A woman using a tablet in front of a fleet of freight trucks

Image source: Getty Images.

Standing out in a commodity business

Freight hauling can be much like a commodity business, where any supplier with the right equipment, logistics, and price can get the business. Old Dominion differentiates itself through service. Providing a superior level of customer service at a fair price has led the company to increase both revenue and its customer base over the last five years, mainly though increased organic market share. It's the third largest LTL motor carrier as measured by 2018 revenue. 

Old Dominion focuses on less-than-truckload (LTL), where carriers pick up multiple shipments from multiple customers to fill a single truck. More than 97% of revenue has historically come from its LTL shipments, though it also offers other services such as supply chain consulting and truckload brokerage.

Doing the right things right

The strategy of focusing on maximizing on-time performance and minimizing freight claims is what has separated it from the competition. It believes its efficient service center network, use of non-union team drivers, and proprietary technology sets it apart from other haulers. 

At the end of 2019, it operated 236 service center locations strategically located throughout the United States that allowed it to handle next-day service and minimize handling costs. Its workforce allows for flexible scheduling, and the company's team-oriented approach provides training and assists with continued education to help develop and motivate its team.

It's still about the economy

In the current sluggish industrial economy, Old Dominion saw revenue decrease year over year for both of the past two quarters. Its LTL tons also decreased in the fourth quarter, and operating ratio -- a revenue and cost metric that is used to measure efficiency -- increased, which signals either higher costs or lower revenue. 

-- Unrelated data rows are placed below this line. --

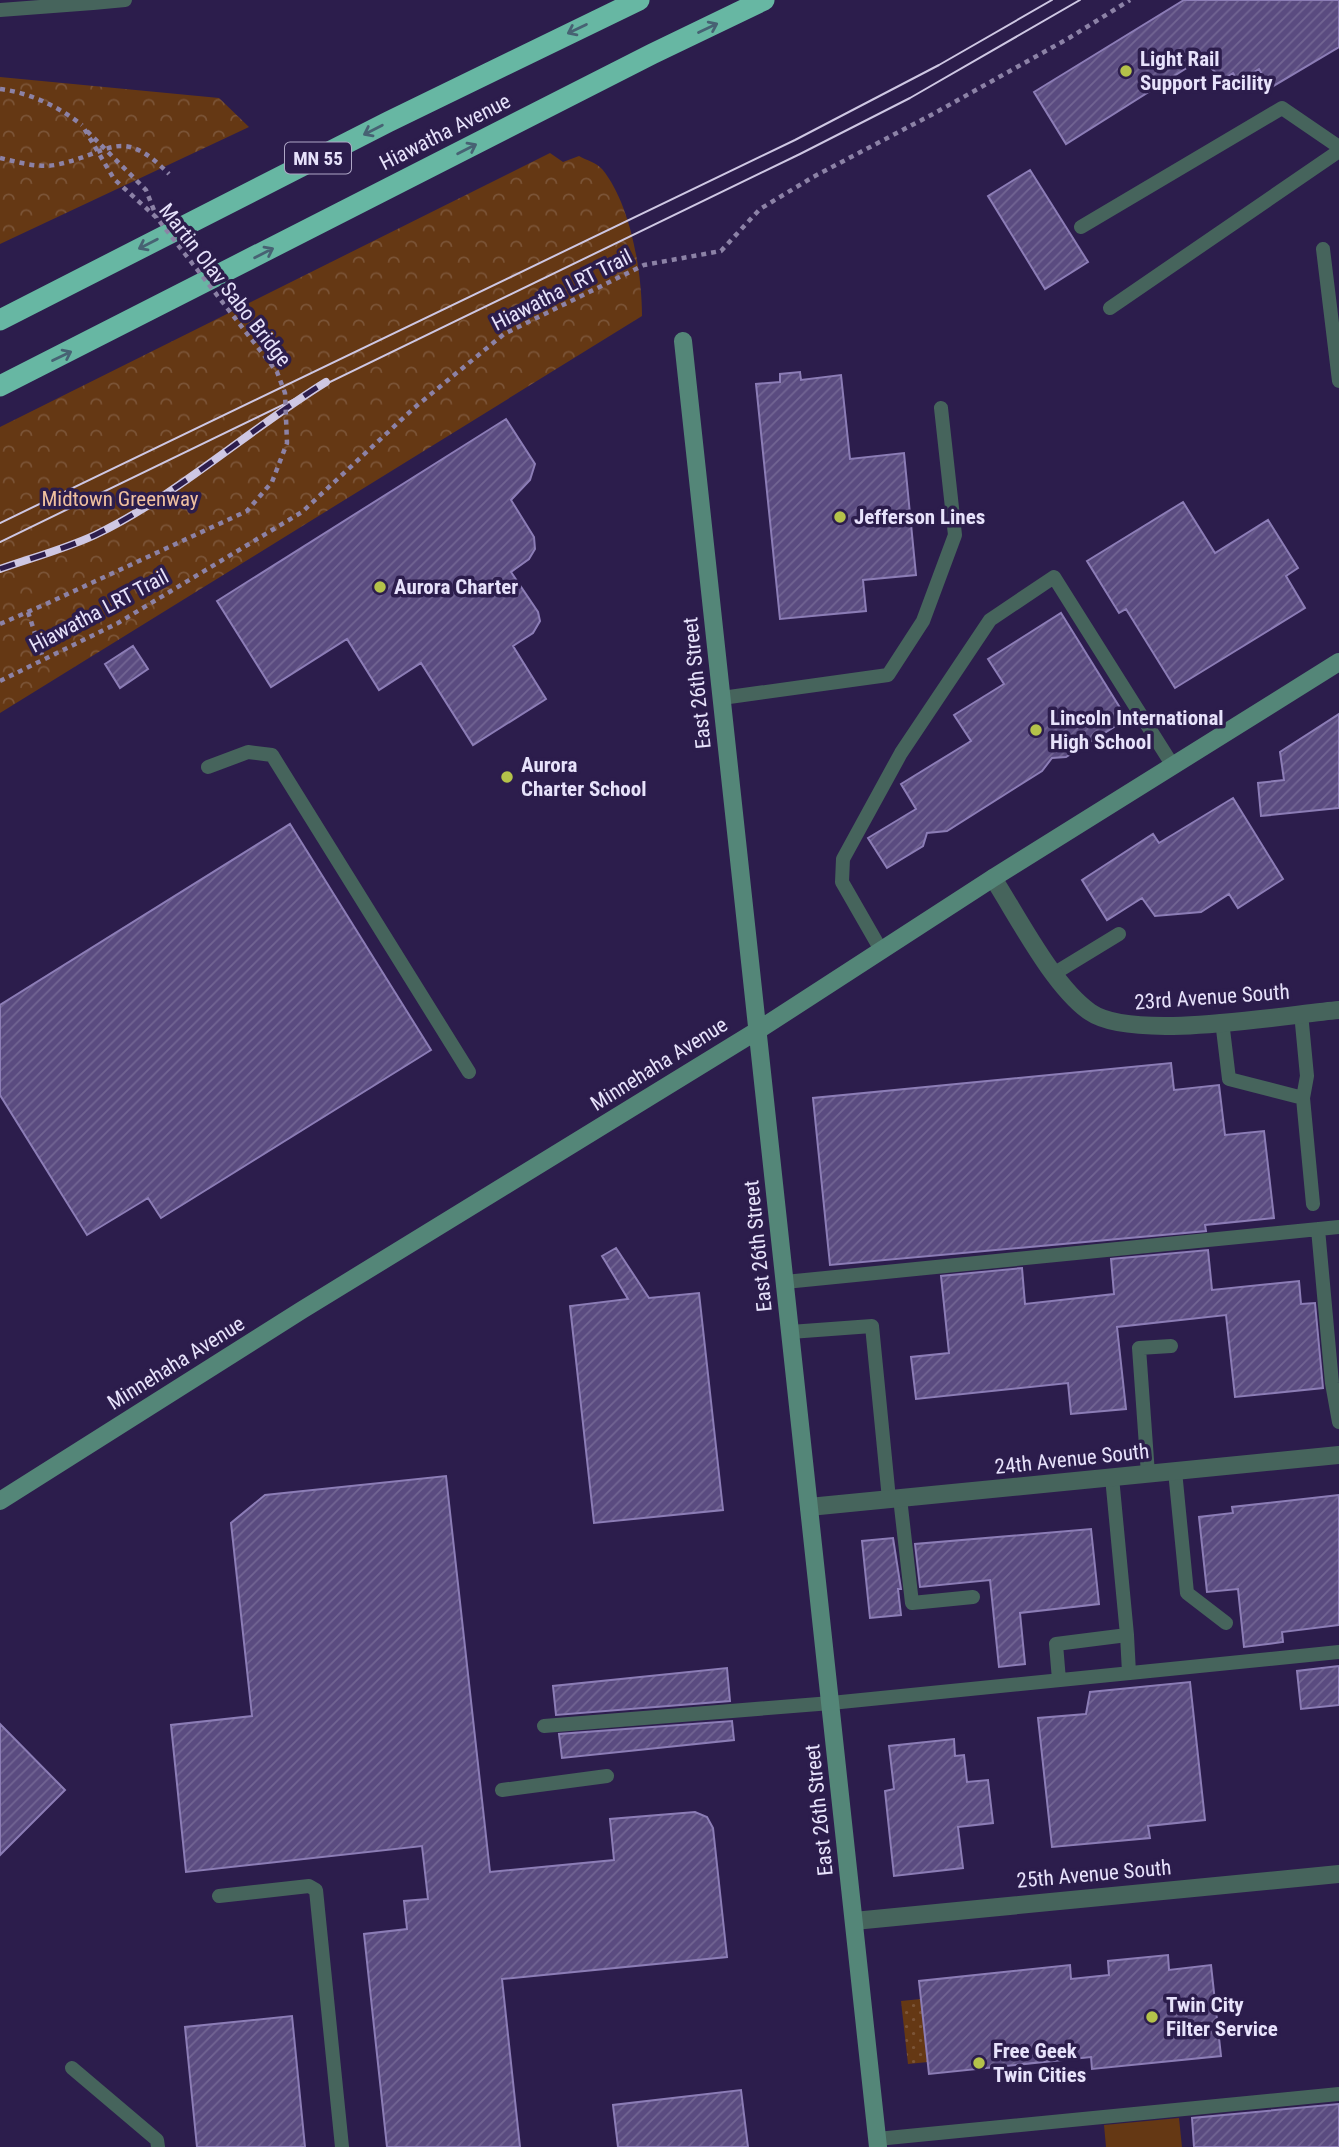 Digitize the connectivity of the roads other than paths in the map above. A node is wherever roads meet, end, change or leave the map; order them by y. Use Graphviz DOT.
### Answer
graph roads {
  1 [pos="125,0"];
  2 [pos="639,0"];
  3 [pos="764,0"];
  4 [pos="93,2"];
  5 [pos="26,4"];
  6 [pos="0,10"];
  7 [pos="1339,149"];
  8 [pos="1080,227"];
  9 [pos="1323,249"];
  10 [pos="1110,308"];
  11 [pos="0,320"];
  12 [pos="683,341"];
  13 [pos="1339,381"];
  14 [pos="0,386"];
  15 [pos="941,408"];
  16 [pos="1339,662"];
  17 [pos="722,698"];
  18 [pos="1173,765"];
  19 [pos="208,767"];
  20 [pos="993,878"];
  21 [pos="1119,934"];
  22 [pos="881,950"];
  23 [pos="1055,973"];
  24 [pos="1339,1010"];
  25 [pos="1301,1013"];
  26 [pos="1223,1021"];
  27 [pos="760,1028"];
  28 [pos="469,1072"];
  29 [pos="1303,1098"];
  30 [pos="1313,1204"];
  31 [pos="1339,1227"];
  32 [pos="1318,1229"];
  33 [pos="785,1282"];
  34 [pos="790,1332"];
  35 [pos="1171,1346"];
  36 [pos="1339,1423"];
  37 [pos="1339,1455"];
  38 [pos="1175,1471"];
  39 [pos="1148,1474"];
  40 [pos="1112,1477"];
  41 [pos="895,1499"];
  42 [pos="0,1501"];
  43 [pos="810,1507"];
  44 [pos="972,1597"];
  45 [pos="1226,1623"];
  46 [pos="1127,1635"];
  47 [pos="1339,1652"];
  48 [pos="1129,1673"];
  49 [pos="1059,1680"];
  50 [pos="831,1703"];
  51 [pos="544,1726"];
  52 [pos="607,1776"];
  53 [pos="502,1790"];
  54 [pos="1339,1874"];
  55 [pos="219,1896"];
  56 [pos="854,1921"];
  57 [pos="72,2068"];
  58 [pos="1339,2094"];
  59 [pos="878,2143"];
  60 [pos="158,2147"];
  61 [pos="342,2147"];
  1 -- 4 [label="lane"];
  2 -- 11 [label="highway, Hiawatha Avenue / MN 55, one-way"];
  14 -- 3 [label="highway, Hiawatha Avenue / MN 55, one-way"];
  4 -- 5 [label="lane"];
  5 -- 6 [label="lane"];
  7 -- 8 [label="lane"];
  7 -- 10 [label="lane"];
  9 -- 13 [label="lane"];
  12 -- 17 [label="street, East 26th Street"];
  15 -- 17 [label="lane"];
  16 -- 18 [label="street, Minnehaha Avenue"];
  17 -- 27 [label="street, East 26th Street"];
  18 -- 20 [label="street, Minnehaha Avenue"];
  18 -- 22 [label="lane"];
  19 -- 28 [label="lane"];
  20 -- 22 [label="street, Minnehaha Avenue"];
  20 -- 23 [label="street, 23rd Avenue South"];
  21 -- 23 [label="lane"];
  22 -- 27 [label="street, Minnehaha Avenue"];
  23 -- 26 [label="street, 23rd Avenue South"];
  24 -- 25 [label="street, 23rd Avenue South"];
  25 -- 26 [label="street, 23rd Avenue South"];
  25 -- 29 [label="lane"];
  26 -- 29 [label="lane"];
  27 -- 33 [label="street, East 26th Street"];
  27 -- 42 [label="street, Minnehaha Avenue"];
  29 -- 30 [label="lane"];
  31 -- 32 [label="lane"];
  32 -- 33 [label="lane"];
  32 -- 36 [label="lane"];
  33 -- 34 [label="street, East 26th Street"];
  34 -- 41 [label="lane"];
  34 -- 43 [label="street, East 26th Street"];
  35 -- 39 [label="lane"];
  37 -- 38 [label="street, 24th Avenue South"];
  38 -- 39 [label="street, 24th Avenue South"];
  38 -- 45 [label="lane"];
  39 -- 40 [label="street, 24th Avenue South"];
  40 -- 41 [label="street, 24th Avenue South"];
  40 -- 46 [label="lane"];
  41 -- 43 [label="street, 24th Avenue South"];
  41 -- 44 [label="lane"];
  43 -- 50 [label="street, East 26th Street"];
  46 -- 48 [label="lane"];
  46 -- 49 [label="lane"];
  47 -- 48 [label="lane"];
  48 -- 49 [label="lane"];
  49 -- 50 [label="lane"];
  50 -- 51 [label="lane"];
  50 -- 56 [label="street, East 26th Street"];
  52 -- 53 [label="lane"];
  54 -- 56 [label="street, 25th Avenue South"];
  55 -- 61 [label="lane"];
  56 -- 59 [label="street, East 26th Street"];
  57 -- 60 [label="lane"];
  58 -- 59 [label="lane"];
}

A slowing or sluggish economy can be a difficult operating environment for a freight hauler, or any shipping business. But even with the fourth-quarter results, operating cash flow allowed the company to announce a dividend increase of 35.3% for the first quarter. And the strength of the company's strategy supports a 4.9% general rate price increase that will be effective March 2, 2020.

The differentiation within the industry can be seen in a five-year look at cash from operations.

ODFL Cash from Operations (TTM) Chart

ODFL Cash from Operations (TTM) data by YCharts.

The right one to own

The strong business metrics have also manifested in five-year share price returns. The company stands out among its competitors, as well as versus the S&P 500

ODFL ChartODFL data by YCharts.

Investors in Old Dominion freight have several reasons to feel good. The industrial business, run with a family mentality, has produced both good operating results as well as returns for shareholders. 

Management has built a culture that focuses on taking care of its employees, knowing that leads to a successful business and strong customer relationships. Specific employee programs include workplace injury prevention, competitive benefits, a wellness program, and flexible schedules. 

While this is an economically sensitive industry that might have short-term blips, long-term investors should be confident that their investment is in good hands, proven by good results.